* WORK REQUIRED *
Should the word "into" occur in a line of the records, copy that line.
───── GIVEN RECORDS ─────
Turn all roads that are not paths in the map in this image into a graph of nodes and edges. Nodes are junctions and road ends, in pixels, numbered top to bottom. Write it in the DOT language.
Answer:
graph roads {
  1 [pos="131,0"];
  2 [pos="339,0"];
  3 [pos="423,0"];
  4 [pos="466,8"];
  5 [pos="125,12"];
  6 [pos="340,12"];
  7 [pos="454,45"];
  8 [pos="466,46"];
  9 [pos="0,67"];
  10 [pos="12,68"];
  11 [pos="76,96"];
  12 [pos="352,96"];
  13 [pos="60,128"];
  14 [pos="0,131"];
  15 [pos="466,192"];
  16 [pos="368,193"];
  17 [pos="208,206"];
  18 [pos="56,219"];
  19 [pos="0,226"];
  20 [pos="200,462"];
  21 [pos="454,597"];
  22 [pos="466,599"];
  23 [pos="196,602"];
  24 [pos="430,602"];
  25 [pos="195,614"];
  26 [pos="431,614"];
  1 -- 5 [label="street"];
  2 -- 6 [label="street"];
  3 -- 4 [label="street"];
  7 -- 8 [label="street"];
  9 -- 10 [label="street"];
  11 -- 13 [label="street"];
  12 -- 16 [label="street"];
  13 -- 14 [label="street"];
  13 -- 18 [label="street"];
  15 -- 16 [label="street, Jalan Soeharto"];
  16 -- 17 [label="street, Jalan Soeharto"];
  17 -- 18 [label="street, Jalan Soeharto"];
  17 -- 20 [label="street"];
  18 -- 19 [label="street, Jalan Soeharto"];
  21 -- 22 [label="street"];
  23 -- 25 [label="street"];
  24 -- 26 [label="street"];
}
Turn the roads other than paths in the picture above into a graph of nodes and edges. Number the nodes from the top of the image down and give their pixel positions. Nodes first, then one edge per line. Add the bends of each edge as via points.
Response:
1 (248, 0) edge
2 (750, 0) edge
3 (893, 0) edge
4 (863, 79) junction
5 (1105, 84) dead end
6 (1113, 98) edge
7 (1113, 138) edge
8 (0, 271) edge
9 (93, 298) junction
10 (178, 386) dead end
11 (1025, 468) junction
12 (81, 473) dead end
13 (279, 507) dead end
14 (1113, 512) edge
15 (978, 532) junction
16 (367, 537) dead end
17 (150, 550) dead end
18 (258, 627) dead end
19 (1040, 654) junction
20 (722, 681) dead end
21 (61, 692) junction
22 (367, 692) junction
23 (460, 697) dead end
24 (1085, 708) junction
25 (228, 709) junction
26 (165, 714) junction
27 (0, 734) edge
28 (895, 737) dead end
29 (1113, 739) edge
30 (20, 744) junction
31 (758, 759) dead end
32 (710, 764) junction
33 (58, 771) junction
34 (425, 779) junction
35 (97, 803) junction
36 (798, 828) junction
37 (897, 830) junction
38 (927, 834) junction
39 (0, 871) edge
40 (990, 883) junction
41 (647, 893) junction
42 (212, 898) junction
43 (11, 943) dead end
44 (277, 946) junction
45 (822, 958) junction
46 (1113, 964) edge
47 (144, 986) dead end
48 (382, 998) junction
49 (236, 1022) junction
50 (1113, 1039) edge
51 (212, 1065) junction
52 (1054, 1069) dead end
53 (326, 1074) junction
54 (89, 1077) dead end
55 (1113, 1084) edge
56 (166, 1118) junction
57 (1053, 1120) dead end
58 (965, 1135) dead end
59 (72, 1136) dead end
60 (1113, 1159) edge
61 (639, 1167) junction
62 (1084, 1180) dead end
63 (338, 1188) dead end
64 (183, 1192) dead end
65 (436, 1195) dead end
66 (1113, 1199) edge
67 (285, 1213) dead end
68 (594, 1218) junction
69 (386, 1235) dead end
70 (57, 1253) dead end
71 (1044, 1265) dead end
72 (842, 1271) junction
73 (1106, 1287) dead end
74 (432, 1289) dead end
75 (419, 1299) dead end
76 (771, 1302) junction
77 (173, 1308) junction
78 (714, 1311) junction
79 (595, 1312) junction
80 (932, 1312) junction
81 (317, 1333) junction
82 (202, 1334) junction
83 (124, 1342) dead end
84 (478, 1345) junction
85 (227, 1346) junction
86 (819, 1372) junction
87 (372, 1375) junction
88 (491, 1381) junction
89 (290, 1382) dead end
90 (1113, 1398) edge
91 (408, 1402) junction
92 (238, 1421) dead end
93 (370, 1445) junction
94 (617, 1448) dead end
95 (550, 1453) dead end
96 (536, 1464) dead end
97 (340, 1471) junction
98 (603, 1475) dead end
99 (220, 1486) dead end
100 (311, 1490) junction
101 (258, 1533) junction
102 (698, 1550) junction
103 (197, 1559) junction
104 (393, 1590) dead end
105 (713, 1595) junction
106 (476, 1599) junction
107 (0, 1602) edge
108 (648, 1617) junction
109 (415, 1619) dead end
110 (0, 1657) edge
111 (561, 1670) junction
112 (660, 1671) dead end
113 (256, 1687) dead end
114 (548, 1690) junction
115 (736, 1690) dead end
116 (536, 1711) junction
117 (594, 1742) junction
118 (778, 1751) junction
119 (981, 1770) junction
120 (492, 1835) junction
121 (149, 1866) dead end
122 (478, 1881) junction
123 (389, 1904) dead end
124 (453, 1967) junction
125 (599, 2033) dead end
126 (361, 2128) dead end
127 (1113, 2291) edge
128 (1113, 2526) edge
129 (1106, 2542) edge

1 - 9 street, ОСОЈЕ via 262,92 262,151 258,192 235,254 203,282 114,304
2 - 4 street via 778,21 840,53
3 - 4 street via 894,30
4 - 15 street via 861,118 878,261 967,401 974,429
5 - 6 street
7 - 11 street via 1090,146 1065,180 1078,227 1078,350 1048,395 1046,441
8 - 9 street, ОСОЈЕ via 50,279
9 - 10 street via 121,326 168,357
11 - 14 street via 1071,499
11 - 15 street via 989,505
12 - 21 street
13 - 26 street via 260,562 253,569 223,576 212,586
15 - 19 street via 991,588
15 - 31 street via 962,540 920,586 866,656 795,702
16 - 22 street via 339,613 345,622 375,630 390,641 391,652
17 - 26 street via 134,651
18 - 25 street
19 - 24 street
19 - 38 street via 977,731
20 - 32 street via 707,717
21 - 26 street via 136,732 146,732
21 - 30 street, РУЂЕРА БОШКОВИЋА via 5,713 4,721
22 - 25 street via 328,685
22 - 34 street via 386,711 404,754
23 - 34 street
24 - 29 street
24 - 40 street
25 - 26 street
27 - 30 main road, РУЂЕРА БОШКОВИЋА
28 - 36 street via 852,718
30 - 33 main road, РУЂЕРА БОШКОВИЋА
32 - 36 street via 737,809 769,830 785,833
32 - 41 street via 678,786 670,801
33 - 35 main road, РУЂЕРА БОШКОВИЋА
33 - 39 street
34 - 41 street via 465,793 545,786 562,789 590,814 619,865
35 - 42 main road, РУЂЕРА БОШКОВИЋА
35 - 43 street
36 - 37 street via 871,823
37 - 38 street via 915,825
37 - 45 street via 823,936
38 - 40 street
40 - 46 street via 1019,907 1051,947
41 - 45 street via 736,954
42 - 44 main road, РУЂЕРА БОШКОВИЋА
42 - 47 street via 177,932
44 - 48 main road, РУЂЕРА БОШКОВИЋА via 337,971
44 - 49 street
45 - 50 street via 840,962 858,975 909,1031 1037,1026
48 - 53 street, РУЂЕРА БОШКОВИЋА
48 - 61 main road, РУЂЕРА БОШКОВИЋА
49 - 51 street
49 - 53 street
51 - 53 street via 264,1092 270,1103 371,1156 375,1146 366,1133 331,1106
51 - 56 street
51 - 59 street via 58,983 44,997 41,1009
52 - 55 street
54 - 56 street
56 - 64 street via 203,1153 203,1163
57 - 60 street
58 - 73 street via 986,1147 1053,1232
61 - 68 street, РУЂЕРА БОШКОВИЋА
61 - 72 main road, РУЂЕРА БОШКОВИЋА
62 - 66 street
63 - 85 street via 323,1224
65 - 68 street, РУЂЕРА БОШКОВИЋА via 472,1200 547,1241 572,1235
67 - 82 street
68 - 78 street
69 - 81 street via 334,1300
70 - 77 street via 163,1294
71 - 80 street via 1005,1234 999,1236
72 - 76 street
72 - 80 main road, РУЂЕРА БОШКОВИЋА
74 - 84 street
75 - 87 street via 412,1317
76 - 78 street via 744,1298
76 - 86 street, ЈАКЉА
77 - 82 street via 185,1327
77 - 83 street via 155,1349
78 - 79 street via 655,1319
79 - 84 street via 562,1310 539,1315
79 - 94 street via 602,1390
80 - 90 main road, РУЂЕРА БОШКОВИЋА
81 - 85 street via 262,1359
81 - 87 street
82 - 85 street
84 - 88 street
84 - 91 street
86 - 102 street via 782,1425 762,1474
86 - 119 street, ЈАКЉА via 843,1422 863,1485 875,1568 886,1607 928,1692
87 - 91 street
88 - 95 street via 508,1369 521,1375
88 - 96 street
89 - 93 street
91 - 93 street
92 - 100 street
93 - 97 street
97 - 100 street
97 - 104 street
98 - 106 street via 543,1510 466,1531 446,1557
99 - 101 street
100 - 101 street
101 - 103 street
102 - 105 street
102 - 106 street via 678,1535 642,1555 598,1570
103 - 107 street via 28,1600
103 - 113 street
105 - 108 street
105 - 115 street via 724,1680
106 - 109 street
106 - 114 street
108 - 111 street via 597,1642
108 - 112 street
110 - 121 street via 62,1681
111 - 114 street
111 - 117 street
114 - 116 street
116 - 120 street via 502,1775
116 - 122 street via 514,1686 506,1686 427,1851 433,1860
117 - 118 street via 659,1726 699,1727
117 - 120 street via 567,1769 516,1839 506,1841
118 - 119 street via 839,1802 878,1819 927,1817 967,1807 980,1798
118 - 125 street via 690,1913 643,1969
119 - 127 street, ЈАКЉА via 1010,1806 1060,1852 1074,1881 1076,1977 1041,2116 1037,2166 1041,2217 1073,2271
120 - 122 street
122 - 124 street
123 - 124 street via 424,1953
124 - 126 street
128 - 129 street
─────
* RESULT *
Turn all roads that are not paths in the map in this image into a graph of nodes and edges. Nodes are junctions and road ends, in pixels, numbered top to bottom. Write it in the DOT language.
Turn the roads other than paths in the picture above into a graph of nodes and edges. Number the nodes from the top of the image down and give their pixel positions. Nodes first, then one edge per line. Add the bends of each edge as via points.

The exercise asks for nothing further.